*Your assignment:* Please retype the records that appear below, exactly and in full.

*Saved entries:*
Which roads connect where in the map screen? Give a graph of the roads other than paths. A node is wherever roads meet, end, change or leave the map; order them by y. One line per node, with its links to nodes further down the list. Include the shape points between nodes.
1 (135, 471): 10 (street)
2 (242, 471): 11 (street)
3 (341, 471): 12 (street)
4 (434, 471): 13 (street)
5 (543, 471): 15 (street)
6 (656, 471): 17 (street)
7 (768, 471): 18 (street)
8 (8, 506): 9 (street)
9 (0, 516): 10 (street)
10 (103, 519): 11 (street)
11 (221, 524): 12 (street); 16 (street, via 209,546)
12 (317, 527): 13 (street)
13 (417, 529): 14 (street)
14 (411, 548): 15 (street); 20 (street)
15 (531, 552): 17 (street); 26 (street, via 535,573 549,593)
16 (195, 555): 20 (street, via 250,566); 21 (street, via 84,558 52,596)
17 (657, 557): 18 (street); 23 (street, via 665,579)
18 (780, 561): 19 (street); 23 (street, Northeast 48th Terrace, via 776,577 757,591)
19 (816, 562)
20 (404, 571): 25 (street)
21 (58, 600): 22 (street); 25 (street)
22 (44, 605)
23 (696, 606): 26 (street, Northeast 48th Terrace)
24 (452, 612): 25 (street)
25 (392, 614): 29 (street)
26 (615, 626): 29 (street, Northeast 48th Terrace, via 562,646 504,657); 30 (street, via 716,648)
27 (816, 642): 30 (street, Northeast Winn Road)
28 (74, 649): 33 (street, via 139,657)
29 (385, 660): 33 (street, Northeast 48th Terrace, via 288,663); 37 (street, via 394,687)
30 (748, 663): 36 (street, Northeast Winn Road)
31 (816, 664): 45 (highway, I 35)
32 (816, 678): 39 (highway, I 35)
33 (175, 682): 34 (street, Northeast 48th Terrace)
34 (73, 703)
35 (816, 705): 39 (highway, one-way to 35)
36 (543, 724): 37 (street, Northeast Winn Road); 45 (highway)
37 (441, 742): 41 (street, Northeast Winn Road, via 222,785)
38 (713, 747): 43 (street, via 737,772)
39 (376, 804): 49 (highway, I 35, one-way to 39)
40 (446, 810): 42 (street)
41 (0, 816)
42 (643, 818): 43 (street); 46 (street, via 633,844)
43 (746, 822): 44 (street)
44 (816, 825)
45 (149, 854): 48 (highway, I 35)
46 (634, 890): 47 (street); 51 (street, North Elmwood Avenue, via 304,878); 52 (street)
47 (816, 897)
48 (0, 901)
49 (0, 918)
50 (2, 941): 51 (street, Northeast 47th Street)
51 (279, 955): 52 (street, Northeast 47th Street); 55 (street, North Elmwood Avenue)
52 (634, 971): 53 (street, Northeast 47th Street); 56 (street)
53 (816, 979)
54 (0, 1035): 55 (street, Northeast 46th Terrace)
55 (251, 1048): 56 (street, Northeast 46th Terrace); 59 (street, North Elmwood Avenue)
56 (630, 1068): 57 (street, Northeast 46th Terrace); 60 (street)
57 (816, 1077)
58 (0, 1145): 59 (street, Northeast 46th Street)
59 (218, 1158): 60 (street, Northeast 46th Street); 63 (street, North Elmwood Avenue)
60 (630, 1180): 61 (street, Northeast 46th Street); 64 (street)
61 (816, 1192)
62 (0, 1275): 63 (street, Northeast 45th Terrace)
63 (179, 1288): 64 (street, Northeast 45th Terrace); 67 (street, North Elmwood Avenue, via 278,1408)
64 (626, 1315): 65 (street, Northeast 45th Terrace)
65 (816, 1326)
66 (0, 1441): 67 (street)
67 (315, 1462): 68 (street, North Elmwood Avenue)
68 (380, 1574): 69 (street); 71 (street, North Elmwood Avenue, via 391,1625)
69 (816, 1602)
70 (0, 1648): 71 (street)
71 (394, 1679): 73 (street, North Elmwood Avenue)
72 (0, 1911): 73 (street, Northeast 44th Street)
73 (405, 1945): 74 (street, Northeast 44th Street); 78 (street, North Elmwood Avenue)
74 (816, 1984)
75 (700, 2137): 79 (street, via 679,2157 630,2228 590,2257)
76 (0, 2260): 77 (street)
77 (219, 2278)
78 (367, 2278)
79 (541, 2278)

*Reply to the task:*
Which roads connect where in the map screen? Give a graph of the roads other than paths. A node is wherever roads meet, end, change or leave the map; order them by y. One line per node, with its links to nodes further down the list. Include the shape points between nodes.
1 (135, 471): 10 (street)
2 (242, 471): 11 (street)
3 (341, 471): 12 (street)
4 (434, 471): 13 (street)
5 (543, 471): 15 (street)
6 (656, 471): 17 (street)
7 (768, 471): 18 (street)
8 (8, 506): 9 (street)
9 (0, 516): 10 (street)
10 (103, 519): 11 (street)
11 (221, 524): 12 (street); 16 (street, via 209,546)
12 (317, 527): 13 (street)
13 (417, 529): 14 (street)
14 (411, 548): 15 (street); 20 (street)
15 (531, 552): 17 (street); 26 (street, via 535,573 549,593)
16 (195, 555): 20 (street, via 250,566); 21 (street, via 84,558 52,596)
17 (657, 557): 18 (street); 23 (street, via 665,579)
18 (780, 561): 19 (street); 23 (street, Northeast 48th Terrace, via 776,577 757,591)
19 (816, 562)
20 (404, 571): 25 (street)
21 (58, 600): 22 (street); 25 (street)
22 (44, 605)
23 (696, 606): 26 (street, Northeast 48th Terrace)
24 (452, 612): 25 (street)
25 (392, 614): 29 (street)
26 (615, 626): 29 (street, Northeast 48th Terrace, via 562,646 504,657); 30 (street, via 716,648)
27 (816, 642): 30 (street, Northeast Winn Road)
28 (74, 649): 33 (street, via 139,657)
29 (385, 660): 33 (street, Northeast 48th Terrace, via 288,663); 37 (street, via 394,687)
30 (748, 663): 36 (street, Northeast Winn Road)
31 (816, 664): 45 (highway, I 35)
32 (816, 678): 39 (highway, I 35)
33 (175, 682): 34 (street, Northeast 48th Terrace)
34 (73, 703)
35 (816, 705): 39 (highway, one-way to 35)
36 (543, 724): 37 (street, Northeast Winn Road); 45 (highway)
37 (441, 742): 41 (street, Northeast Winn Road, via 222,785)
38 (713, 747): 43 (street, via 737,772)
39 (376, 804): 49 (highway, I 35, one-way to 39)
40 (446, 810): 42 (street)
41 (0, 816)
42 (643, 818): 43 (street); 46 (street, via 633,844)
43 (746, 822): 44 (street)
44 (816, 825)
45 (149, 854): 48 (highway, I 35)
46 (634, 890): 47 (street); 51 (street, North Elmwood Avenue, via 304,878); 52 (street)
47 (816, 897)
48 (0, 901)
49 (0, 918)
50 (2, 941): 51 (street, Northeast 47th Street)
51 (279, 955): 52 (street, Northeast 47th Street); 55 (street, North Elmwood Avenue)
52 (634, 971): 53 (street, Northeast 47th Street); 56 (street)
53 (816, 979)
54 (0, 1035): 55 (street, Northeast 46th Terrace)
55 (251, 1048): 56 (street, Northeast 46th Terrace); 59 (street, North Elmwood Avenue)
56 (630, 1068): 57 (street, Northeast 46th Terrace); 60 (street)
57 (816, 1077)
58 (0, 1145): 59 (street, Northeast 46th Street)
59 (218, 1158): 60 (street, Northeast 46th Street); 63 (street, North Elmwood Avenue)
60 (630, 1180): 61 (street, Northeast 46th Street); 64 (street)
61 (816, 1192)
62 (0, 1275): 63 (street, Northeast 45th Terrace)
63 (179, 1288): 64 (street, Northeast 45th Terrace); 67 (street, North Elmwood Avenue, via 278,1408)
64 (626, 1315): 65 (street, Northeast 45th Terrace)
65 (816, 1326)
66 (0, 1441): 67 (street)
67 (315, 1462): 68 (street, North Elmwood Avenue)
68 (380, 1574): 69 (street); 71 (street, North Elmwood Avenue, via 391,1625)
69 (816, 1602)
70 (0, 1648): 71 (street)
71 (394, 1679): 73 (street, North Elmwood Avenue)
72 (0, 1911): 73 (street, Northeast 44th Street)
73 (405, 1945): 74 (street, Northeast 44th Street); 78 (street, North Elmwood Avenue)
74 (816, 1984)
75 (700, 2137): 79 (street, via 679,2157 630,2228 590,2257)
76 (0, 2260): 77 (street)
77 (219, 2278)
78 (367, 2278)
79 (541, 2278)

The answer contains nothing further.